Problem details:
Every line in the material below that includes "احسان" should be copied.

___

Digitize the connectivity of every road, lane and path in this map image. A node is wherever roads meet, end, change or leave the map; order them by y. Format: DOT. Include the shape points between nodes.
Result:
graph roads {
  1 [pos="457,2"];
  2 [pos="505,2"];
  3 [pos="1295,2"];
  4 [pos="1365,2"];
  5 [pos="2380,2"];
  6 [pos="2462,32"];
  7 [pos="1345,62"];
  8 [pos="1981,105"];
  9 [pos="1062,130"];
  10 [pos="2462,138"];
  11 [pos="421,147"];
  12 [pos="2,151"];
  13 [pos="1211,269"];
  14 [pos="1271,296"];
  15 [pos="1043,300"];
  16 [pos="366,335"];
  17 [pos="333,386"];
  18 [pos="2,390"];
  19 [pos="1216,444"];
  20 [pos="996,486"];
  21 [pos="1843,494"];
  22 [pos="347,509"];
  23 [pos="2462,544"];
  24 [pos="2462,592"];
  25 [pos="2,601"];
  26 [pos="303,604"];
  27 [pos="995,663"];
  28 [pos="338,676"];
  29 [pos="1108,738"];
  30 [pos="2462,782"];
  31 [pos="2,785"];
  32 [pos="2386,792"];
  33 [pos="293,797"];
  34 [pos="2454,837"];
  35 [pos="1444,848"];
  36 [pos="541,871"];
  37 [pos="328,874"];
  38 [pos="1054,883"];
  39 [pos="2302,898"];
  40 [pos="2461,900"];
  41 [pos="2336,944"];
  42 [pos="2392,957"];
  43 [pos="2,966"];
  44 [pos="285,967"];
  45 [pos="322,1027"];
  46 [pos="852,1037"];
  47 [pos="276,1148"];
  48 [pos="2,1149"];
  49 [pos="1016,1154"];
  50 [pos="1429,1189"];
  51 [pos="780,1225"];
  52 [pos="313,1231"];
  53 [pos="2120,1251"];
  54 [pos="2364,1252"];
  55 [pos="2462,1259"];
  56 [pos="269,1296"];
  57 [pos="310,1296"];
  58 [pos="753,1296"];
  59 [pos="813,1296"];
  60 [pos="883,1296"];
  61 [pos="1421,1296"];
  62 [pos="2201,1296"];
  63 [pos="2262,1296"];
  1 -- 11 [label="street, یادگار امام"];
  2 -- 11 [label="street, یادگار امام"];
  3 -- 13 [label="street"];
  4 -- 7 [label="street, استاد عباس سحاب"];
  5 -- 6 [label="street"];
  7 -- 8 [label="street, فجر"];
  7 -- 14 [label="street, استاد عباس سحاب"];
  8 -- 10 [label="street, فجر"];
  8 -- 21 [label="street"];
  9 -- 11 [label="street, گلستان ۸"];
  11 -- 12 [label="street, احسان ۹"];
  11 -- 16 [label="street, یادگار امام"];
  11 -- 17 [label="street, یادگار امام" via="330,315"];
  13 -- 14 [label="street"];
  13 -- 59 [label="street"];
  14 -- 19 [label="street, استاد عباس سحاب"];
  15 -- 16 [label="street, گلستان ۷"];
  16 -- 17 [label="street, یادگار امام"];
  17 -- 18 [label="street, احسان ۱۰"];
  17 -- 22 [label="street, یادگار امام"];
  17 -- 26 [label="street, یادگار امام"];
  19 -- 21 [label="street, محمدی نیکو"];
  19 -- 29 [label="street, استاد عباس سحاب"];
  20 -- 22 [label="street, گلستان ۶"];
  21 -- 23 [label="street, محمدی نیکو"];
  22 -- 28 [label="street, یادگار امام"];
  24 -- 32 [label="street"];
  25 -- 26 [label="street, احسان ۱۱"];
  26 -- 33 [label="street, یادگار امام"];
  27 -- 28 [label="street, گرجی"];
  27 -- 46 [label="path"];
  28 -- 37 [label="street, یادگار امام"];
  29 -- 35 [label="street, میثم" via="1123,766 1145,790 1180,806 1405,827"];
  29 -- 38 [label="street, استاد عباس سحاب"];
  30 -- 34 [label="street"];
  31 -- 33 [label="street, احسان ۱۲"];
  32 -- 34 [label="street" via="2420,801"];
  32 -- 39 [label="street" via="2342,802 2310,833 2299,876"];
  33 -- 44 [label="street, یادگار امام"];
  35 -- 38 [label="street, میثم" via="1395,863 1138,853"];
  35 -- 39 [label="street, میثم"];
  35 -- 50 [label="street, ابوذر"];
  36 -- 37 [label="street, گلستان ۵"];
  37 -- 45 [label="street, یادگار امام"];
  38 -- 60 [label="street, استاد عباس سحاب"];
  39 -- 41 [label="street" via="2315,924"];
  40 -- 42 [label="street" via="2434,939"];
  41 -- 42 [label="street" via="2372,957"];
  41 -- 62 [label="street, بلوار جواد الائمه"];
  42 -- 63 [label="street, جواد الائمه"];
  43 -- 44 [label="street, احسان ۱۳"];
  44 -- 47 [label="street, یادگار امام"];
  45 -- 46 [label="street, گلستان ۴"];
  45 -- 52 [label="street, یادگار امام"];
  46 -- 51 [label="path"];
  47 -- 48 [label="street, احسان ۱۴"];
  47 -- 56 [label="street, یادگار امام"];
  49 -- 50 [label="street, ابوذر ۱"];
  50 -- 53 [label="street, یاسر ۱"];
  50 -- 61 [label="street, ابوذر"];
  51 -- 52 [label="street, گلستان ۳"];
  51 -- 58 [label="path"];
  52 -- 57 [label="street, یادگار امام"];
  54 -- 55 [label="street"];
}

___

Solution to this task:
  11 -- 12 [label="street, احسان ۹"];
  17 -- 18 [label="street, احسان ۱۰"];
  25 -- 26 [label="street, احسان ۱۱"];
  31 -- 33 [label="street, احسان ۱۲"];
  43 -- 44 [label="street, احسان ۱۳"];
  47 -- 48 [label="street, احسان ۱۴"];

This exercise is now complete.